Tabagismo no século XXI: problemas e consequências

Enviada em 22/10/2018

Brás Cubas, o defunto-autor de Machado de Assis, diz em suas “Memórias Póstumas” que não teve filhos e não transmitiu a nenhuma criatura o legado da nossa miséria. Talvez hoje ele percebesse acertada sua decisão: a postura insuficiência do Estado Brasileiro frente ao uso de substancia prejudiciais a saúde como o tabaco é uma das faces mais perversas de um país em desenvolvimento que mira o bem-estar de sua sociedade. Com isso, surge a problemática do combate ao tabagismo, que persiste intrinsecamente ligado à realidade do país, seja pela condenação no ambito familiar, seja pela lenta mudança de mentalidade social.

Cabe ressaltar que o ser humano é um ser social, o que traz a tona a questão da exclusão como um problema considerável. Nesse âmbito, um exemplo notório reside no ambiente familiar,no qual, em muitas famílias, o indivíduo adepto do tabagismo sofre ofensas,condenações morais e são enxergado socialmente como mal exemplos a ser seguido, levando a tona o questionamento da saúde mental desse cidadão. Conforme o pensador indiano Oshe, o medo da exclusão social é a principal causa para um indivíduo deixar de lado a sua própria identidade, o que pode gerar consequenciais como a depressão e o suicídio.

Outro fator importante reside no fato de que as pessoas estão vivendo tempos de “modernidade líquida”, conceito proposto pelo sociólogo Zygmunt Bauman, o qual evidencia o imediatismo das relações sociais. Atualmente, pode-se notar que o fluxo de informações ocorre em grande velocidade, fenômeno que muitas vezes dificulta uma maior reflexão acerca dos dados recebidos, acostumando o ser a apenas utilizar o conhecimento prévio. O indivíduo, então, quando apresentado a parte da população com vícios em cigarro tem dificuldade em respeit-alas, uma vez que sua formação pessoal baseou-se somente em uma esfera de vivência, como por exemplo a condenação bíblica a vicios, o que pode comprometer o convívio social e o pensamento crítico e marginalizando ainda mais aqueles que faz uso do tabaco, dificultando a integração e a reabilitação do fumante.

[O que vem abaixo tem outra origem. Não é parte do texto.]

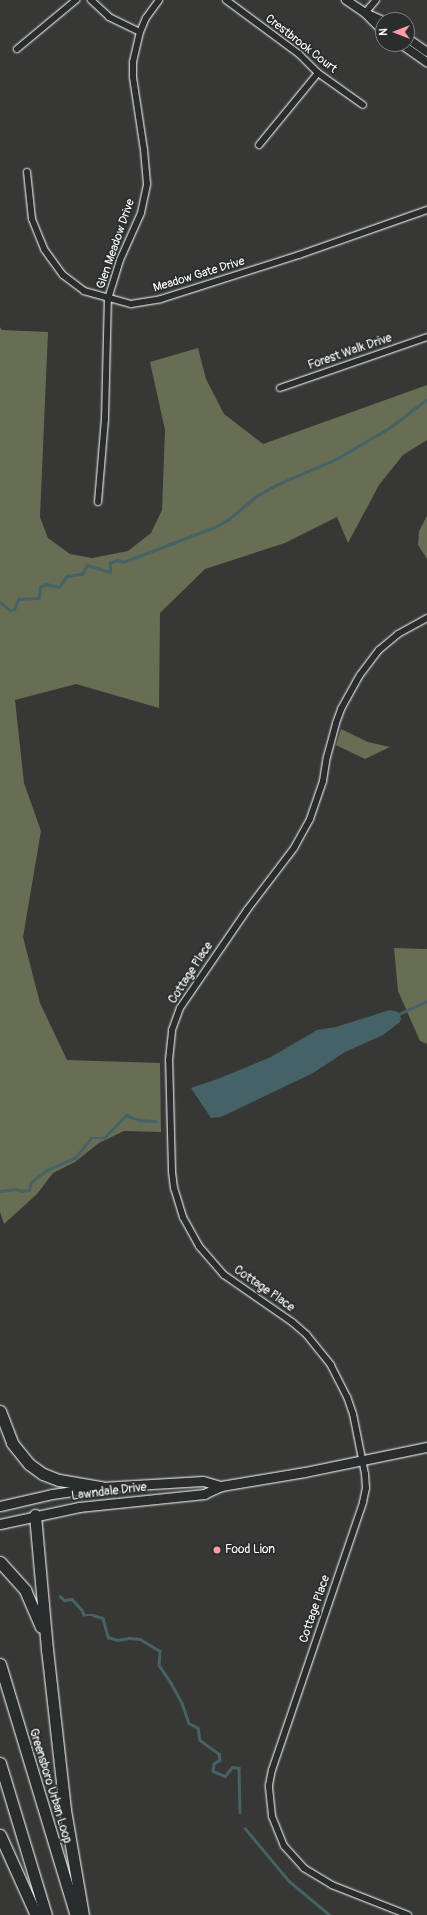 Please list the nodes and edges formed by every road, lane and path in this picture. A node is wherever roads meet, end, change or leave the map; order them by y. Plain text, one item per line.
1 (76, 0) edge
2 (91, 0) edge
3 (159, 0) edge
4 (226, 0) edge
5 (346, 0) edge
6 (376, 0) edge
7 (365, 13) junction
8 (375, 17) edge
9 (375, 23) edge
10 (140, 32) junction
11 (415, 44) edge
12 (17, 49) dead end
13 (413, 52) edge
14 (427, 52) edge
15 (427, 62) edge
16 (318, 73) junction
17 (363, 105) dead end
18 (259, 145) dead end
19 (27, 172) dead end
20 (427, 210) edge
21 (108, 299) junction
22 (427, 337) edge
23 (280, 388) dead end
24 (98, 502) dead end
25 (427, 618) edge
26 (0, 1410) edge
27 (427, 1447) edge
28 (363, 1461) junction
29 (221, 1486) junction
30 (101, 1487) junction
31 (0, 1506) edge
32 (36, 1515) junction
33 (0, 1524) edge
34 (0, 1562) edge
35 (47, 1649) junction
36 (0, 1664) edge
37 (0, 1763) edge
38 (0, 1835) edge
39 (36, 1915) edge
40 (46, 1915) edge
41 (76, 1915) edge
42 (83, 1915) edge
43 (408, 1915) edge

1 - 12 street
2 - 10 street
3 - 10 street, Glen Meadow Drive
4 - 16 street, Crestbrook Court
5 - 7 street
6 - 7 street
7 - 8 street
7 - 9 street
10 - 21 street, Glen Meadow Drive
11 - 14 street
13 - 15 street
16 - 17 street, Crestbrook Court
16 - 18 street
19 - 21 street, Meadow Gate Drive
20 - 21 street, Meadow Gate Drive
21 - 24 street, Glen Meadow Drive
22 - 23 street, Forest Walk Drive
25 - 28 street, Cottage Place
26 - 30 highway
27 - 28 main road, Lawndale Drive
28 - 29 main road, Lawndale Drive
28 - 43 street, Cottage Place
29 - 30 main road, Lawndale Drive
29 - 32 main road, Lawndale Drive
30 - 31 main road, Lawndale Drive
32 - 33 main road, Lawndale Drive
32 - 35 highway
34 - 35 highway
35 - 42 highway
36 - 41 highway, Greensboro Urban Loop
37 - 40 highway
38 - 39 highway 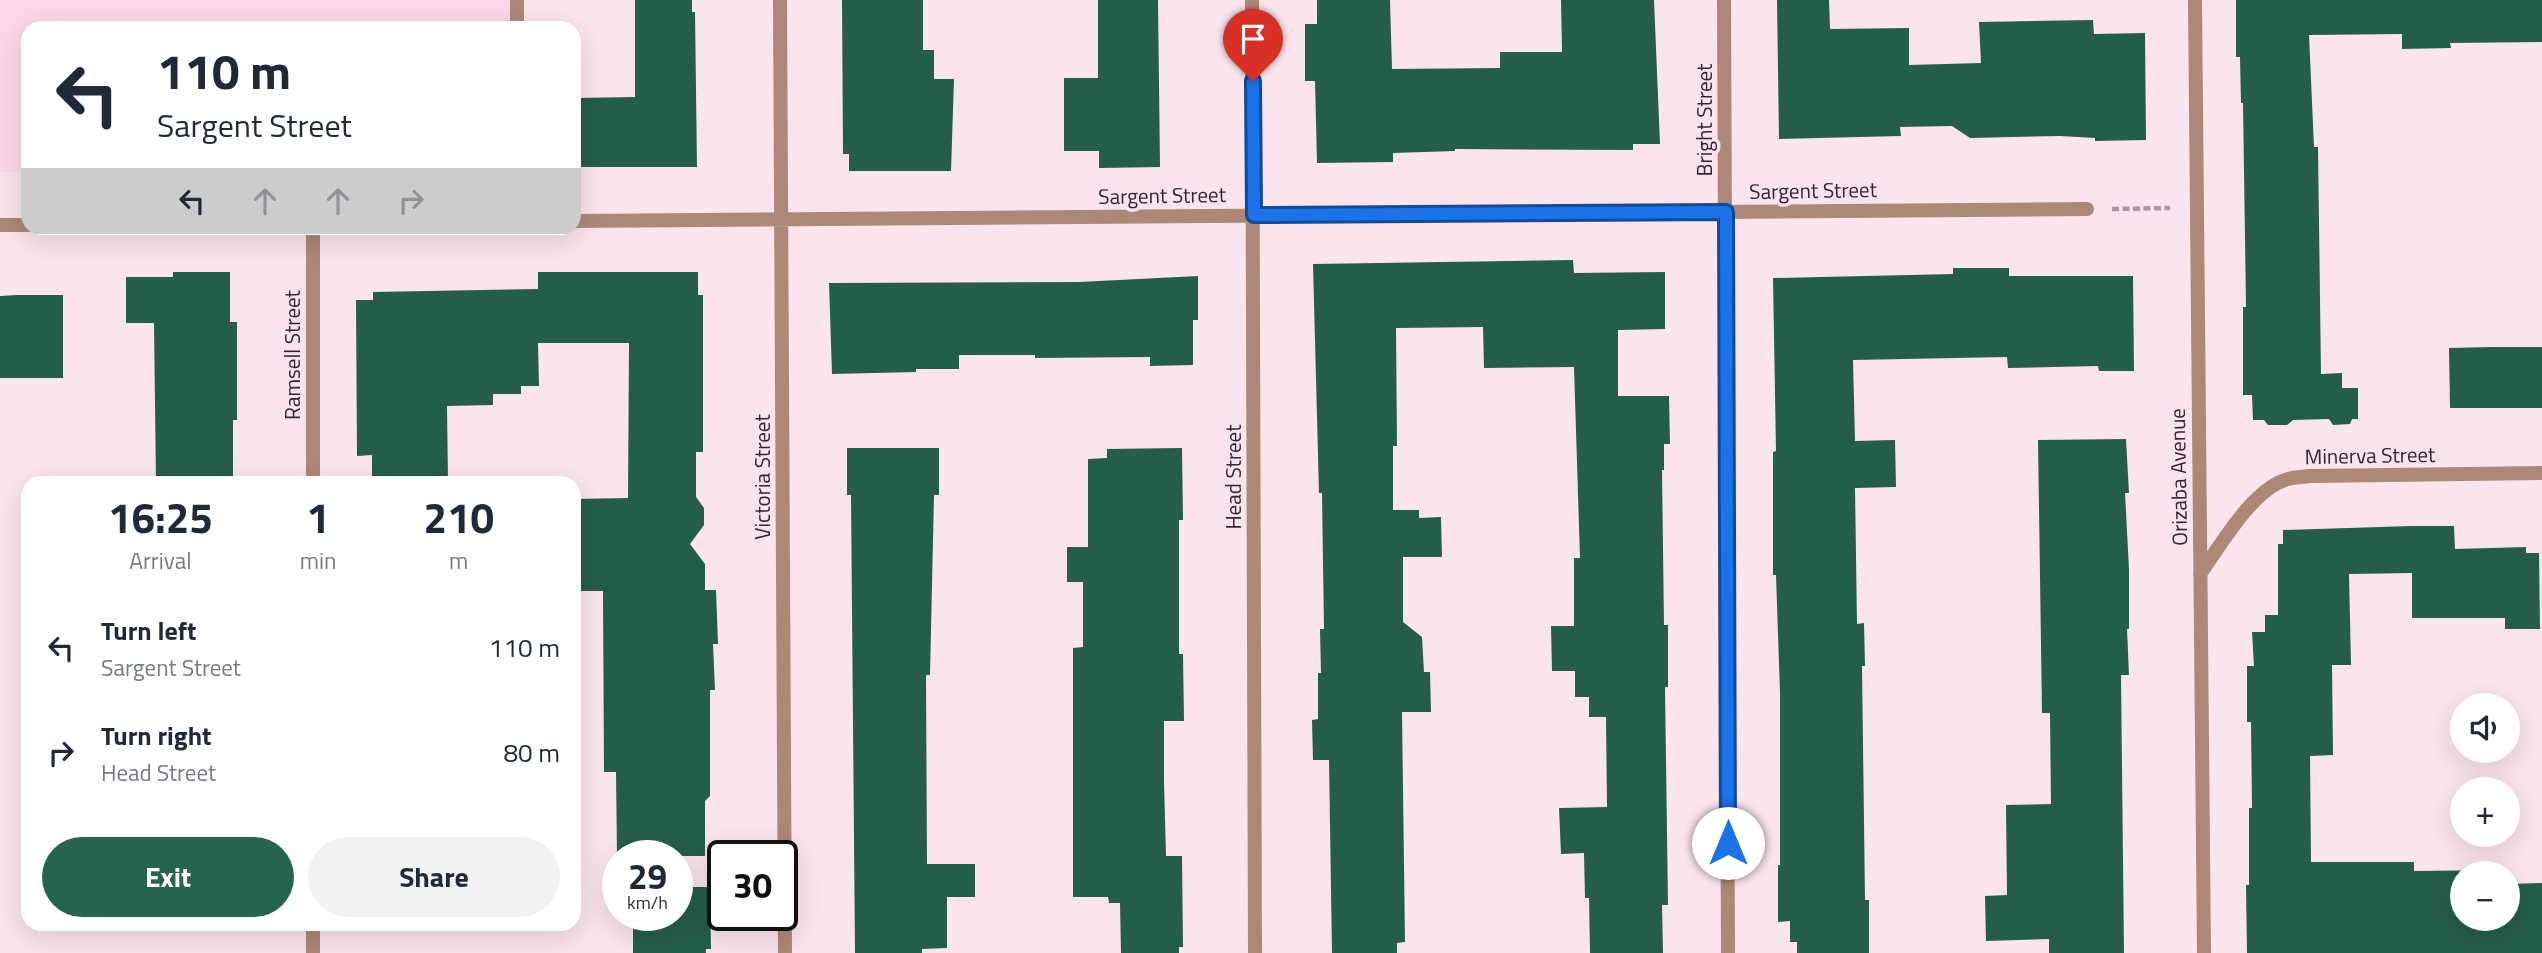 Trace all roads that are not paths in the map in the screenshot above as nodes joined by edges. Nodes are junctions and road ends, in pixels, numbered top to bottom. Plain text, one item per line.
1 (517, 0) edge
2 (780, 0) edge
3 (1252, 0) edge
4 (1724, 0) edge
5 (2195, 0) edge
6 (517, 21) edge
7 (2087, 209) road end
8 (1726, 212) junction
9 (1254, 215) junction
10 (782, 219) junction
11 (581, 221) edge
12 (0, 225) edge
13 (21, 225) edge
14 (313, 235) edge
15 (2542, 473) edge
16 (313, 476) edge
17 (2200, 574) junction
18 (313, 931) edge
19 (313, 953) edge
20 (785, 953) edge
21 (1255, 953) edge
22 (1728, 953) edge
23 (2204, 953) edge

1 - 6 street
2 - 10 street, Victoria Street
3 - 9 street, Head Street
4 - 8 street, Bright Street
5 - 17 street, Orizaba Avenue
7 - 8 street, Sargent Street
8 - 9 street, Sargent Street
8 - 22 street, Bright Street
9 - 10 street, Sargent Street
9 - 21 street, Head Street
10 - 11 street, Sargent Street
10 - 20 street, Victoria Street
12 - 13 street
14 - 16 street, Ramsell Street
15 - 17 street, Minerva Street
17 - 23 street, Orizaba Avenue
18 - 19 street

Diante disso, urge que o Poder Público intensifique campanhas de conscientização social, por meio de mídias de grande alcance. É imperativo, também, que o Ministério da Fazenda amplie o sistema de taxas desse produto mortal, fazendo o consumo ser tonar caro e o seu uso cair gradativamente, juntamente com o incentivo à criação de ONGs com o intuito de acolher e a motivar a ressocialização dessa parte da polução . Em consonância, cabe ao Ministério da Educação juntamente com o Ministério da Saúde estimular as escolas a desenvolverem palestras que retratem os malefícios do cigarro a saúde.